[rspec-users] Problems with mock assigned to a constant
Scott Taylor
mailing_lists at railsnewbie.com
Fri Jul 25 00:47:13 EDT 2008
On Jul 25, 2008, at 12:32 AM, Matt Lins wrote:
> I suppose the way I'm defining the stubs, differs from what Dave is
> doing in his example.
>
> I assumed that:
>
> MyModel = mock('MyModel Class', :count => 1)
>
> was the same as:
>
> MyModel.stub!(:count).and_return(1)
Nope. Not even close. Here's an equivalent of the first form:
Object.send :remove_const, :MyModel
MyModel = <a mock object>
and here's the second form:
MyModel.instance_eval do
def count
1
end
end
(or:)
MyModel.class_eval do
class << self
def count; 1; end
end
end
Scott
>
>
> But, I'm starting to think they are not. I haven't looked at the
> rSpec internals to verify, other than the parameter name:
>
> stubs_and_options+ lets you assign options and stub values
> at the same time. The only option available is :null_object.

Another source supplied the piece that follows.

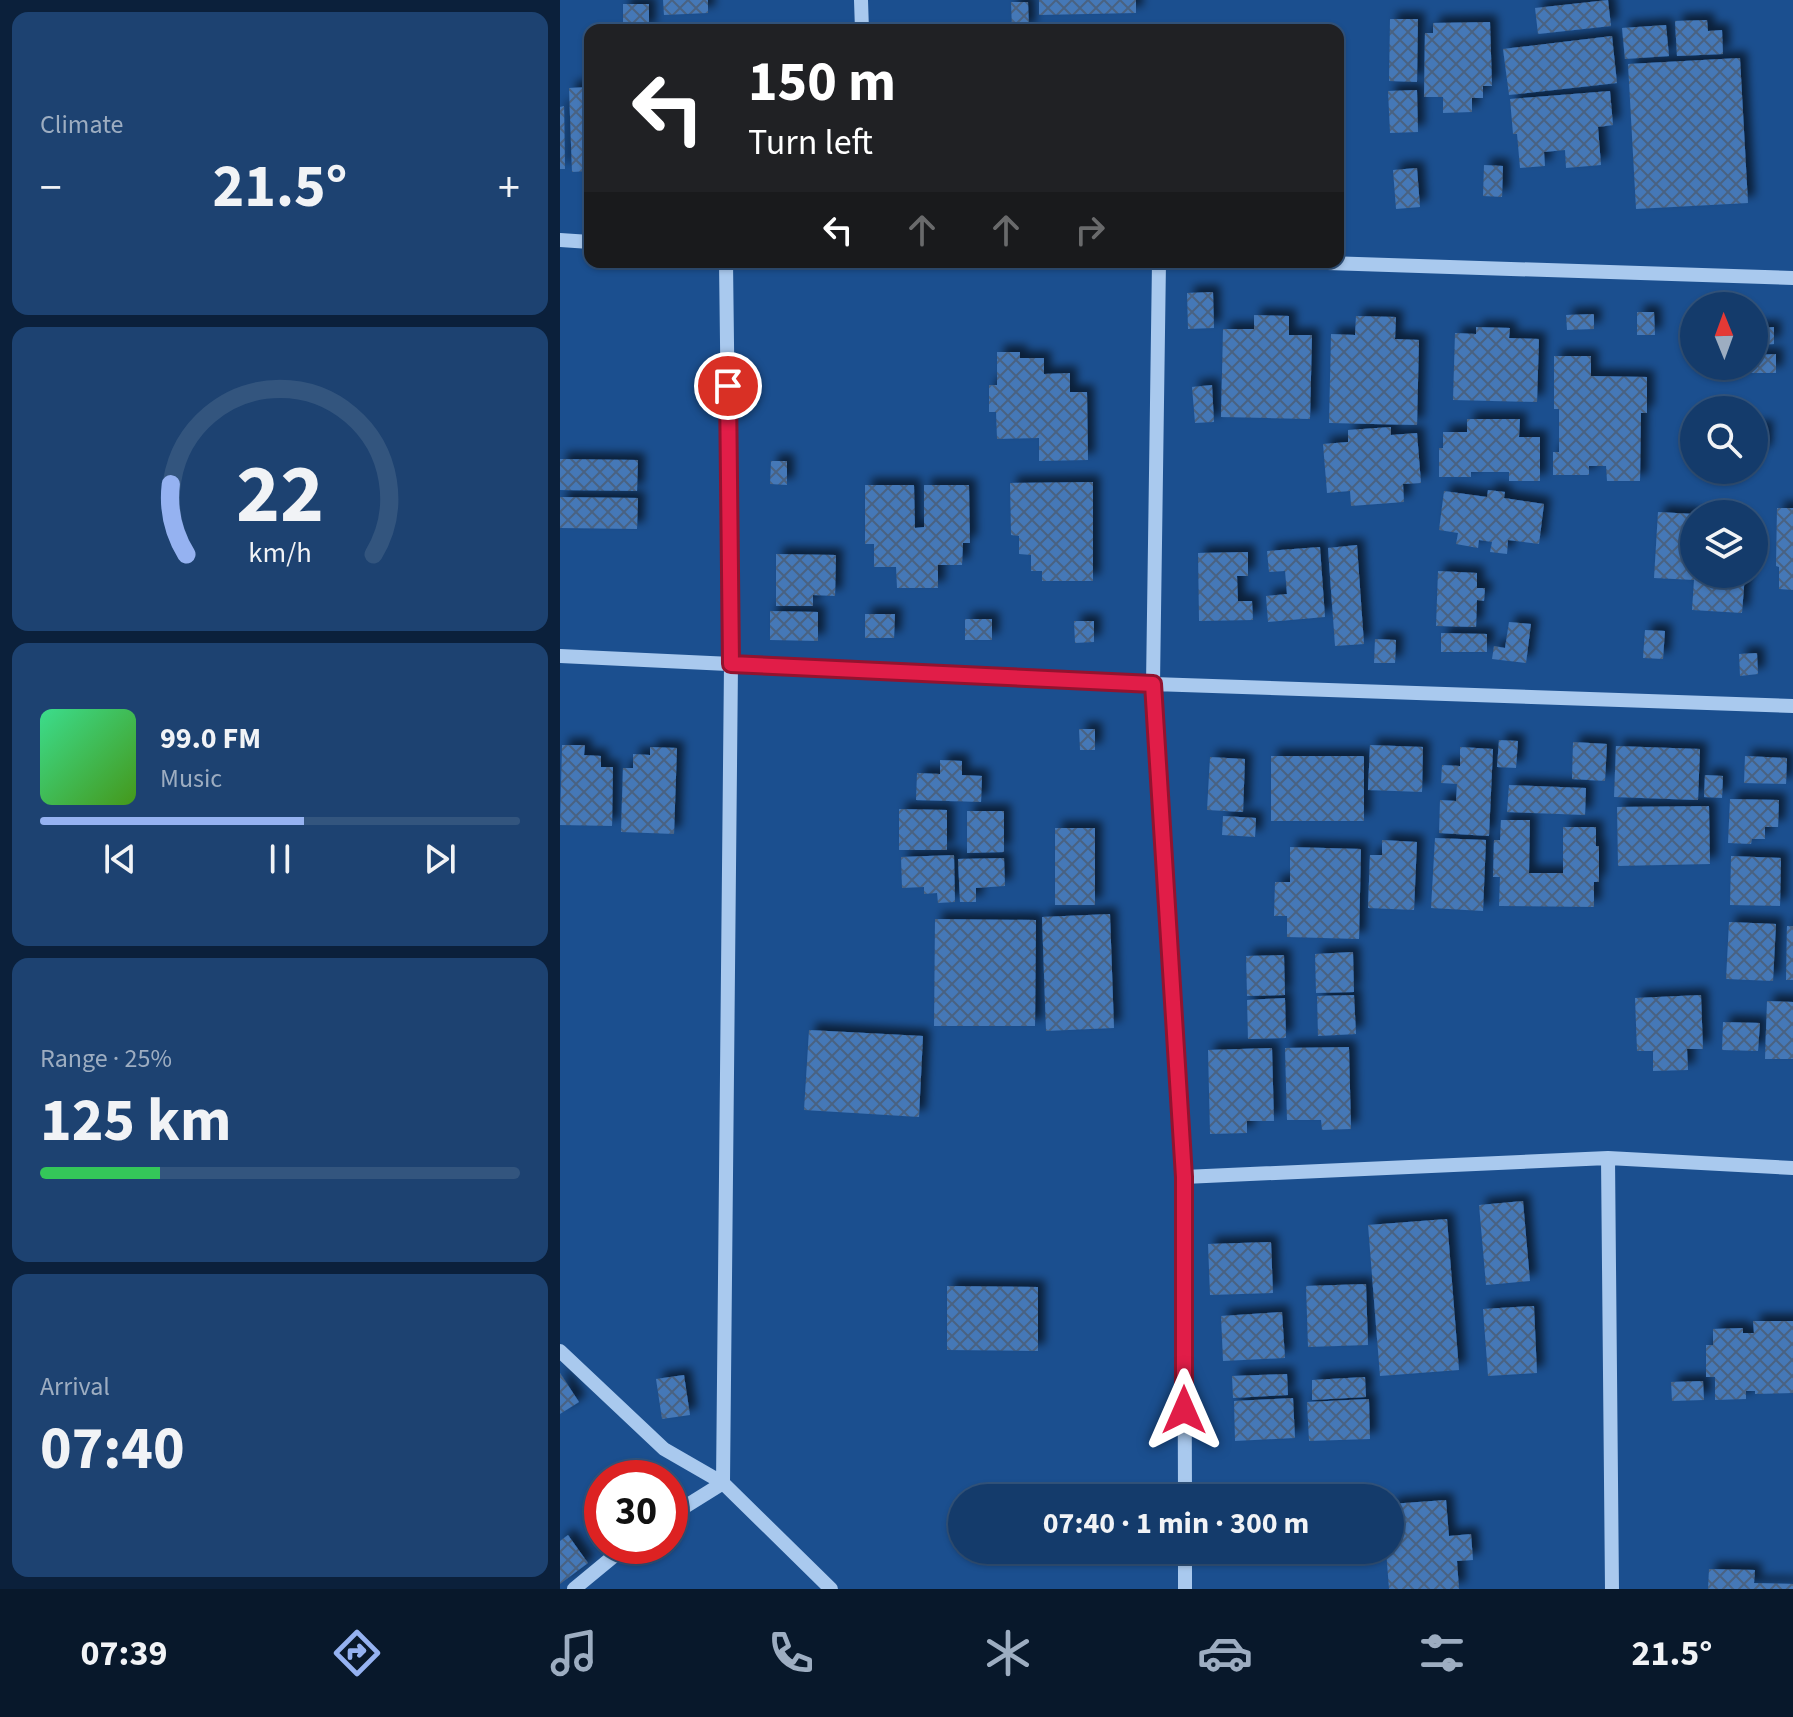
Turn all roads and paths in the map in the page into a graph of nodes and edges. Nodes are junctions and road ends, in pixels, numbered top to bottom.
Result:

> Anything else is treated as a stub value.
>
> So, is this problem?
Yeah - so here are two related, but not equivalent ideas: mock
objects, and stubs. A stub is just a faked out method - it can exist
on a mock object (a completely fake object), or on a partial mock
(i.e. a real object, with a method faked out). mock('My mock") is a
mock object, MyRealObject.stub!(:foo) is a real object with the method
foo faked out.
What is the difference between a mock object and a fake object? A
mock object will complain (read: raise an error) any time it receives
a message which it doesn't understand (i.e. one which hasn't been
explicitly stubbed). A real object will work as usual. (A null
object mock is a special type of mock - one which never complains.
For now, you shouldn't worry about it).